Could you print every record below exactly as written?

◆ **RECORDS PROVIDED**:
= Beginning of Section =

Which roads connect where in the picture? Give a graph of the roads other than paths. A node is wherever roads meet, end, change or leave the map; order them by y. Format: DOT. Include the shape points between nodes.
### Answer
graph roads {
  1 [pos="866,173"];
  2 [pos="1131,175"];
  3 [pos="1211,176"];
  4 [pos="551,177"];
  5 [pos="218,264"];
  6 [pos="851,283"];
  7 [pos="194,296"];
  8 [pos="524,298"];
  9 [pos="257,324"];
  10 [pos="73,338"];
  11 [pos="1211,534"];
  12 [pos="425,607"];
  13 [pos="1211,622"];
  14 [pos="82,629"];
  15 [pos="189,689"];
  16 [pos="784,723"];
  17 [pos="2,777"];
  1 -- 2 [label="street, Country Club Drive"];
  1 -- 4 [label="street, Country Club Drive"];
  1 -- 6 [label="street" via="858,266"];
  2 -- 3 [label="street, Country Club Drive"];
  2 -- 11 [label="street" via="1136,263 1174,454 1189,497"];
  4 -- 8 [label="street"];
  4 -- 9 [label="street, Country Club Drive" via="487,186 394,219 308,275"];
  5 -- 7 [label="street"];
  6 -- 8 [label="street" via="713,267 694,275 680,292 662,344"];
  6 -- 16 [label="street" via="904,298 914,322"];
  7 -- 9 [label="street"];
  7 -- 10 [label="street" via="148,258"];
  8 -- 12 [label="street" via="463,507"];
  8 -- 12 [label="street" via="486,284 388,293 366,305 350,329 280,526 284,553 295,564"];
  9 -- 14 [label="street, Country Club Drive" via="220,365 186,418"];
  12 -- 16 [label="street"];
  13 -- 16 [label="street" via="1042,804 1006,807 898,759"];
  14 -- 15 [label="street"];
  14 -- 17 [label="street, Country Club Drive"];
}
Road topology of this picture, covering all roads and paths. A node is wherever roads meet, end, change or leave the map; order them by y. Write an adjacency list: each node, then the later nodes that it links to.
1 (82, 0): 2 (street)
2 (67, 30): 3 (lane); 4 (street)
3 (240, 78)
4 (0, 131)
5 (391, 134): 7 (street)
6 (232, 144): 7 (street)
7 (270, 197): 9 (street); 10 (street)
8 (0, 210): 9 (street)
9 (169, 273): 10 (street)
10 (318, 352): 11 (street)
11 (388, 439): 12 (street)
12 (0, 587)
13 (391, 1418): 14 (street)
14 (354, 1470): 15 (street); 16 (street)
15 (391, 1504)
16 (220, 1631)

= End of Section =

◆ **SOLUTION**:
Which roads connect where in the picture? Give a graph of the roads other than paths. A node is wherever roads meet, end, change or leave the map; order them by y. Format: DOT. Include the shape points between nodes.
### Answer
graph roads {
  1 [pos="866,173"];
  2 [pos="1131,175"];
  3 [pos="1211,176"];
  4 [pos="551,177"];
  5 [pos="218,264"];
  6 [pos="851,283"];
  7 [pos="194,296"];
  8 [pos="524,298"];
  9 [pos="257,324"];
  10 [pos="73,338"];
  11 [pos="1211,534"];
  12 [pos="425,607"];
  13 [pos="1211,622"];
  14 [pos="82,629"];
  15 [pos="189,689"];
  16 [pos="784,723"];
  17 [pos="2,777"];
  1 -- 2 [label="street, Country Club Drive"];
  1 -- 4 [label="street, Country Club Drive"];
  1 -- 6 [label="street" via="858,266"];
  2 -- 3 [label="street, Country Club Drive"];
  2 -- 11 [label="street" via="1136,263 1174,454 1189,497"];
  4 -- 8 [label="street"];
  4 -- 9 [label="street, Country Club Drive" via="487,186 394,219 308,275"];
  5 -- 7 [label="street"];
  6 -- 8 [label="street" via="713,267 694,275 680,292 662,344"];
  6 -- 16 [label="street" via="904,298 914,322"];
  7 -- 9 [label="street"];
  7 -- 10 [label="street" via="148,258"];
  8 -- 12 [label="street" via="463,507"];
  8 -- 12 [label="street" via="486,284 388,293 366,305 350,329 280,526 284,553 295,564"];
  9 -- 14 [label="street, Country Club Drive" via="220,365 186,418"];
  12 -- 16 [label="street"];
  13 -- 16 [label="street" via="1042,804 1006,807 898,759"];
  14 -- 15 [label="street"];
  14 -- 17 [label="street, Country Club Drive"];
}
Road topology of this picture, covering all roads and paths. A node is wherever roads meet, end, change or leave the map; order them by y. Write an adjacency list: each node, then the later nodes that it links to.
1 (82, 0): 2 (street)
2 (67, 30): 3 (lane); 4 (street)
3 (240, 78)
4 (0, 131)
5 (391, 134): 7 (street)
6 (232, 144): 7 (street)
7 (270, 197): 9 (street); 10 (street)
8 (0, 210): 9 (street)
9 (169, 273): 10 (street)
10 (318, 352): 11 (street)
11 (388, 439): 12 (street)
12 (0, 587)
13 (391, 1418): 14 (street)
14 (354, 1470): 15 (street); 16 (street)
15 (391, 1504)
16 (220, 1631)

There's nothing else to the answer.